With regards to article 9, paragraph 1, the Committee found a violation based on the arbitrariness of the detention. While the Committee noted that detention in immigration proceedings is not per se arbitrary, “the detention must be justified as reasonable, necessary and proportionate in light of the circumstances and reassessed as it extends in time.” As the Australian authorities failed to comply with these requirements, there was a violation.

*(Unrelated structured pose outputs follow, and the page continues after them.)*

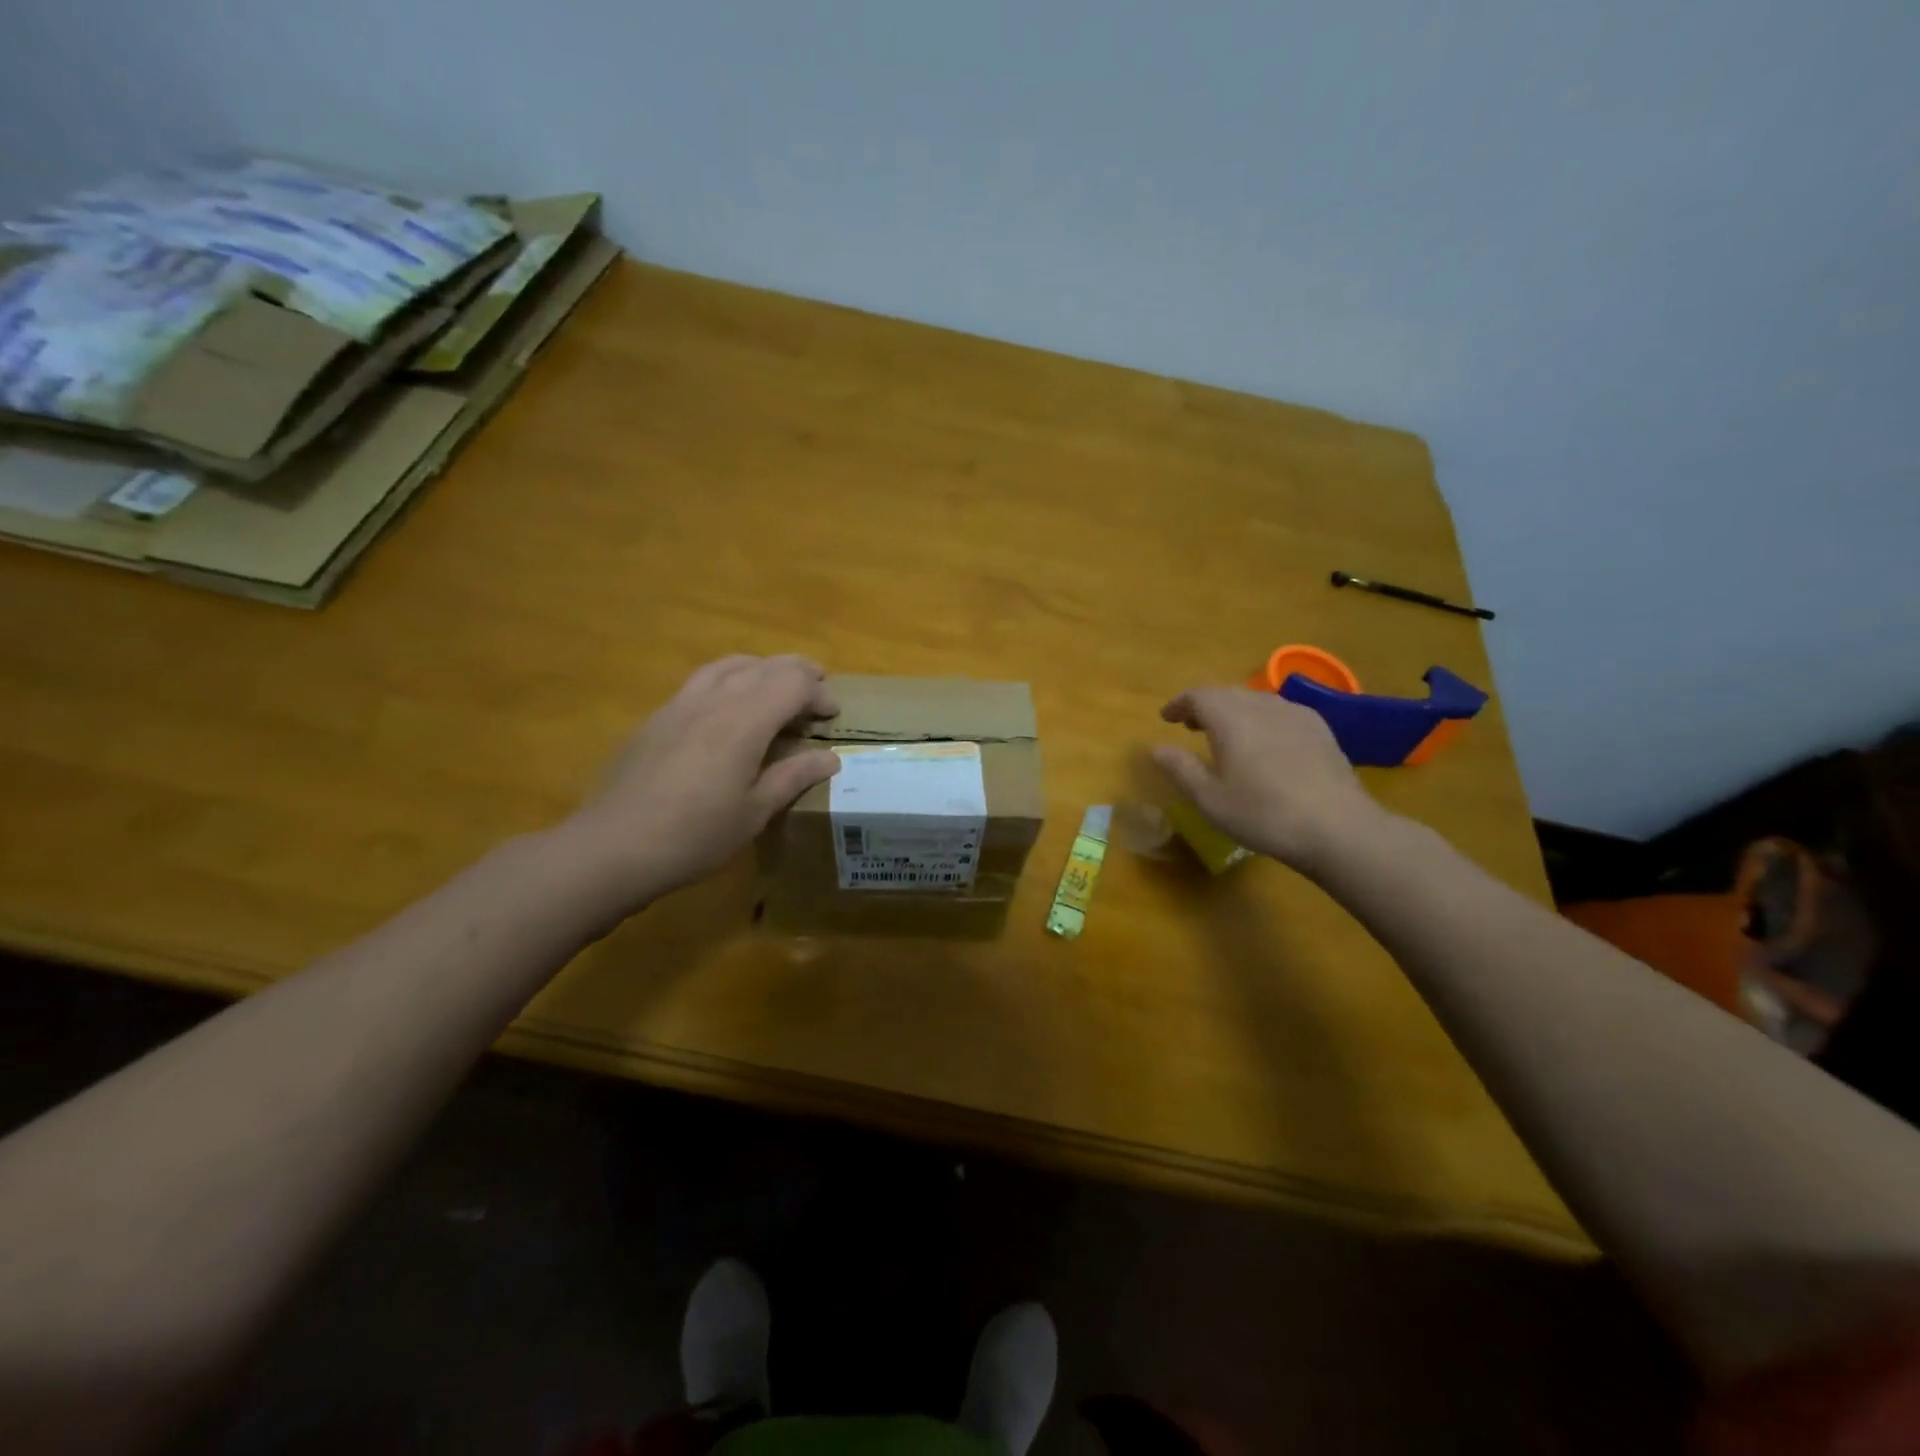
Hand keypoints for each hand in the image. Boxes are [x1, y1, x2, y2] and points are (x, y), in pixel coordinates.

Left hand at [568, 655, 840, 902]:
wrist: (615, 845)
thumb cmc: (696, 835)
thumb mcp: (755, 812)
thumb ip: (793, 777)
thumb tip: (830, 758)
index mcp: (745, 721)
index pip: (793, 684)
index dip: (819, 694)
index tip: (832, 716)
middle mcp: (715, 699)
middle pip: (765, 666)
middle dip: (797, 672)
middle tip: (817, 688)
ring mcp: (681, 704)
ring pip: (730, 665)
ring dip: (762, 669)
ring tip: (776, 687)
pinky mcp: (658, 717)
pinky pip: (702, 680)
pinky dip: (730, 679)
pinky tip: (729, 708)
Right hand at [1151, 686, 1390, 874]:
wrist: (1338, 827)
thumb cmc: (1263, 814)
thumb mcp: (1210, 799)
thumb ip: (1180, 769)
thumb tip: (1157, 749)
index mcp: (1230, 718)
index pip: (1198, 696)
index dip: (1179, 704)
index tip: (1166, 717)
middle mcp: (1262, 705)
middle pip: (1227, 694)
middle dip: (1205, 706)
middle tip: (1191, 725)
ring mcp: (1296, 714)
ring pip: (1255, 701)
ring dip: (1234, 711)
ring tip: (1226, 734)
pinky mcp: (1320, 729)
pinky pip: (1280, 712)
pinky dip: (1261, 719)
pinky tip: (1265, 744)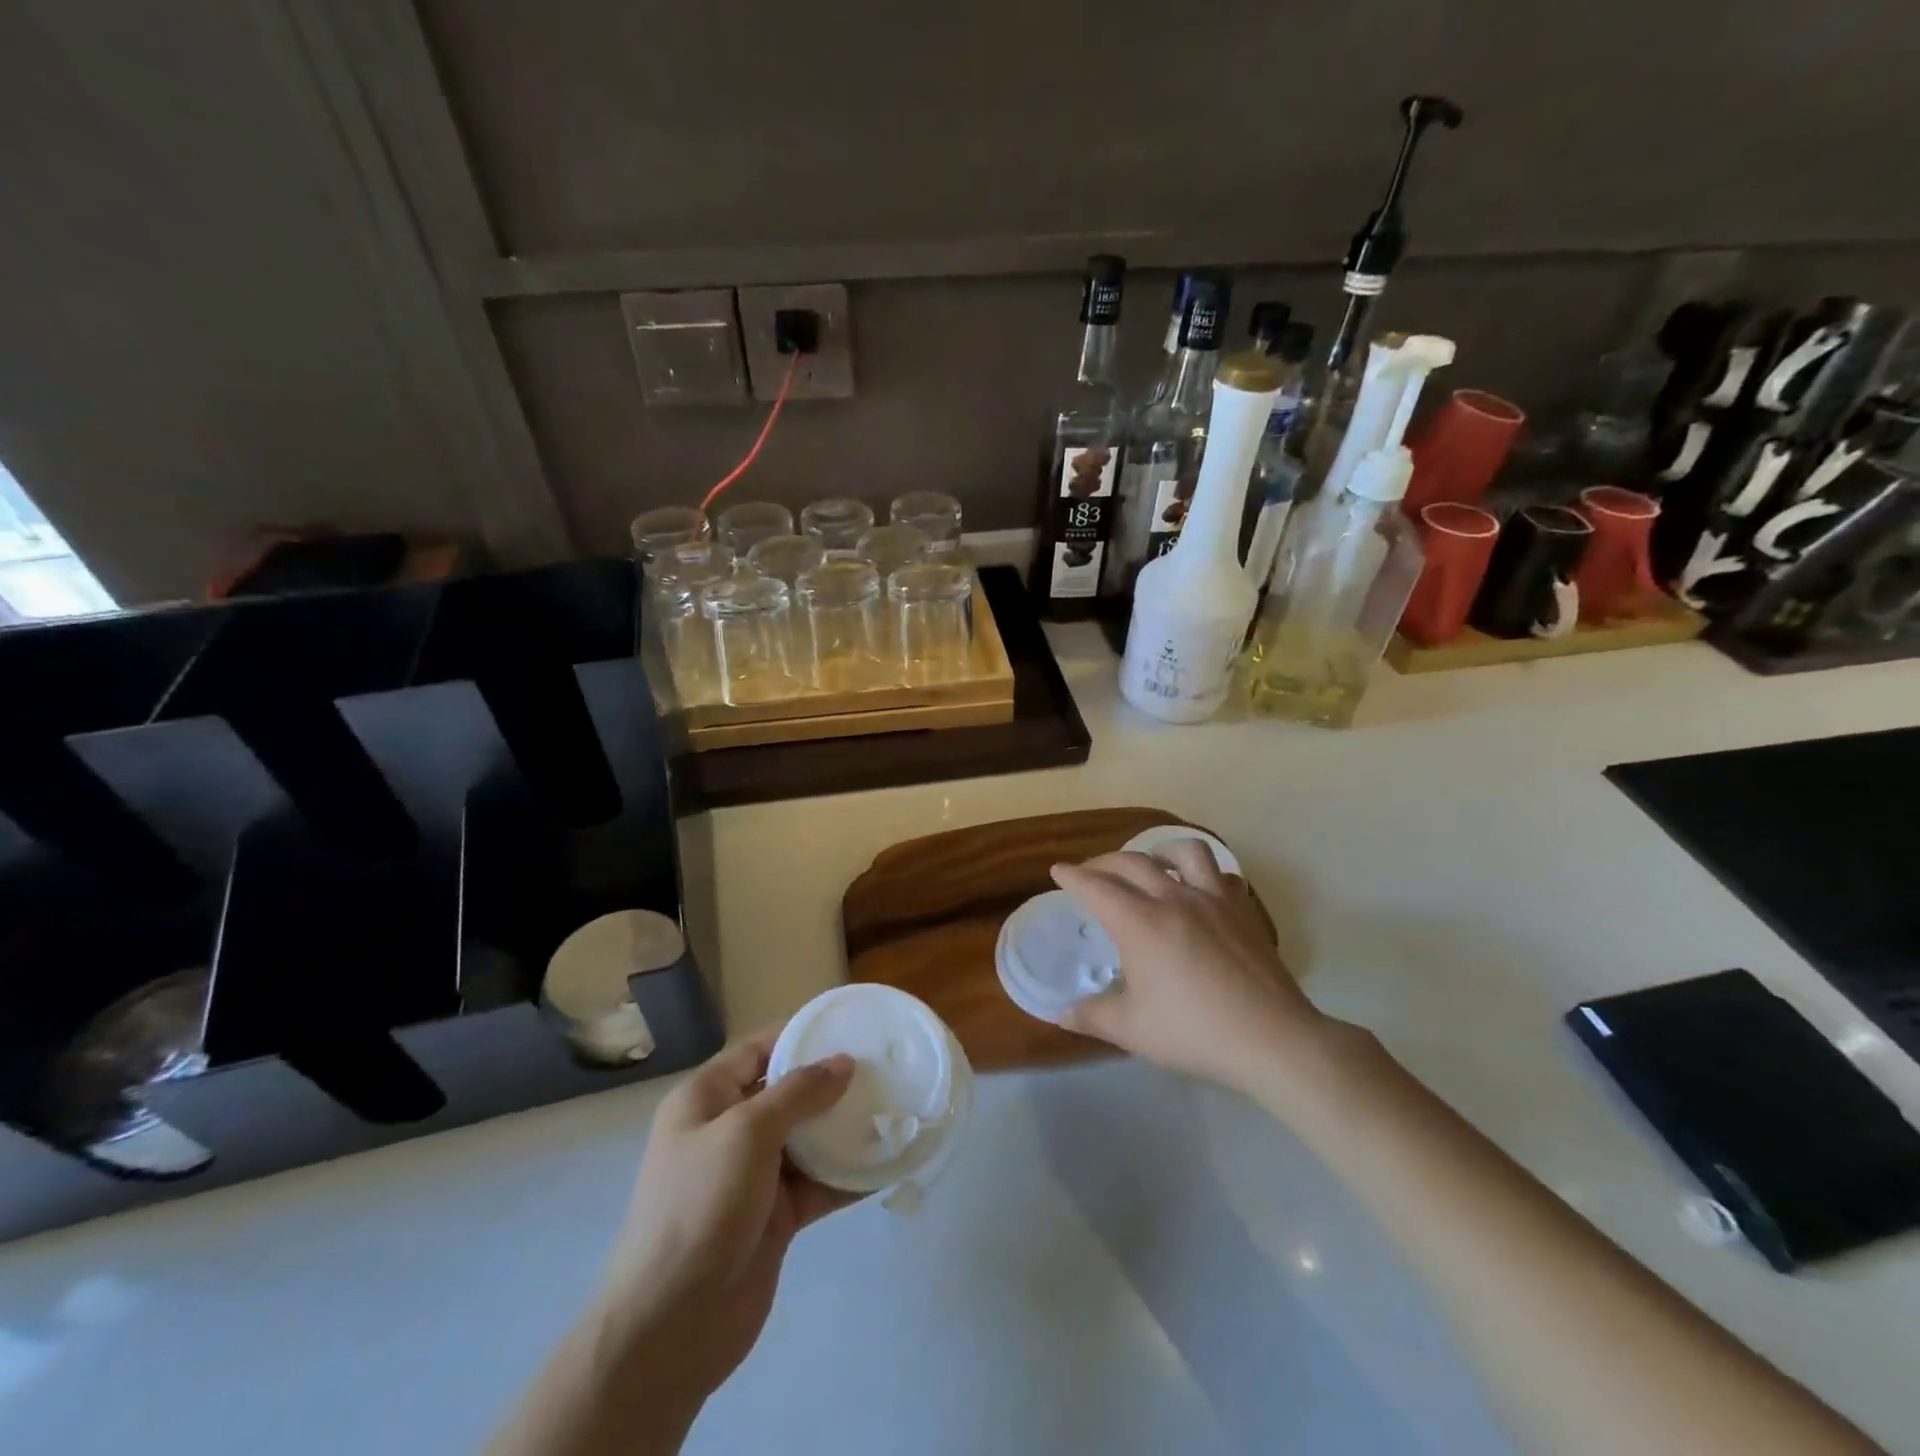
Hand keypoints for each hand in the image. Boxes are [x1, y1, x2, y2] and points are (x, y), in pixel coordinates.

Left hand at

With regards to article 9, paragraph 2, the Committee found that there was not a violation. Arrest includes detention situations such as those in the present case. The initial arrest was upon entry to Australian territory and the Committee found that the generic detention notice provided at that time was sufficient explanation to the authors for that detention. The detention after the negative security assessment did not involve a separate arrest and therefore it was not for the Committee to determine where there was sufficient explanation to the authors at that time.

With regards to article 9, paragraph 4, the Committee found a violation based on the lack of effective review mechanisms in the Australian judicial system. While the government presented a couple of avenues for review, the Court was not convinced they would provide adequate substantive review.

“10.3      The Committee recalls that the notion of ‘arbitrariness’ is not to be equated with ‘against the law’, but must be interpreted more broadly to include elements of inappropriateness, injustice, lack of predictability, and due process of law. Detention in the course of proceedings for the control of immigration is not per se arbitrary, but the detention must be justified as reasonable, necessary and proportionate in light of the circumstances and reassessed as it extends in time. Asylum-seekers who unlawfully enter a State party’s territory may be detained for a brief initial period in order to document their entry, record their claims, and determine their identity if it is in doubt. To detain them further while their claims are being resolved would be arbitrary absent particular reasons specific to the individual, such as an individualized likelihood of absconding, danger of crimes against others, or risk of acts against national security. The decision must consider relevant factors case-by-case, and not be based on a mandatory rule for a broad category; must take into account less invasive means of achieving the same ends, such as reporting obligations, sureties, or other conditions to prevent absconding; and must be subject to periodic re-evaluation and judicial review. The decision must also take into account the needs of children and the mental health condition of those detained. Individuals must not be detained indefinitely on immigration control grounds if the State party is unable to carry out their expulsion.”

“10.7      The Committee takes note of the authors’ claims under articles 7 and 10 paragraph 1 and the information submitted by the State party in this regard, including on the health care and mental support services provided to persons in immigration detention. The Committee considers, however, that these services do not take away the force of the uncontested allegations regarding the negative impact that prolonged indefinite detention on grounds that the person cannot even be appraised of, can have on the on the mental health of detainees. These allegations are confirmed by medical reports concerning some of the authors. The Committee considers that the combination of the arbitrary character of the authors’ detention, its protracted and/or indefinite duration, the refusal to provide information and procedural rights to the authors and the difficult conditions of detention are cumulatively inflicting serious psychological harm upon them, and constitute treatment contrary to article 7 of the Covenant.”

“12. In accordance with article 2, paragraph 3(a), of the Covenant, the State party is under an obligation to provide all authors with an effective remedy, including release under individually appropriate conditions for those authors still in detention, rehabilitation and appropriate compensation The State party is also under an obligation to take steps to prevent similar violations in the future. In this connection, the State party should review its Migration legislation to ensure its conformity with the requirements of articles 7 and 9, paragraphs 1 and 4 of the Covenant.”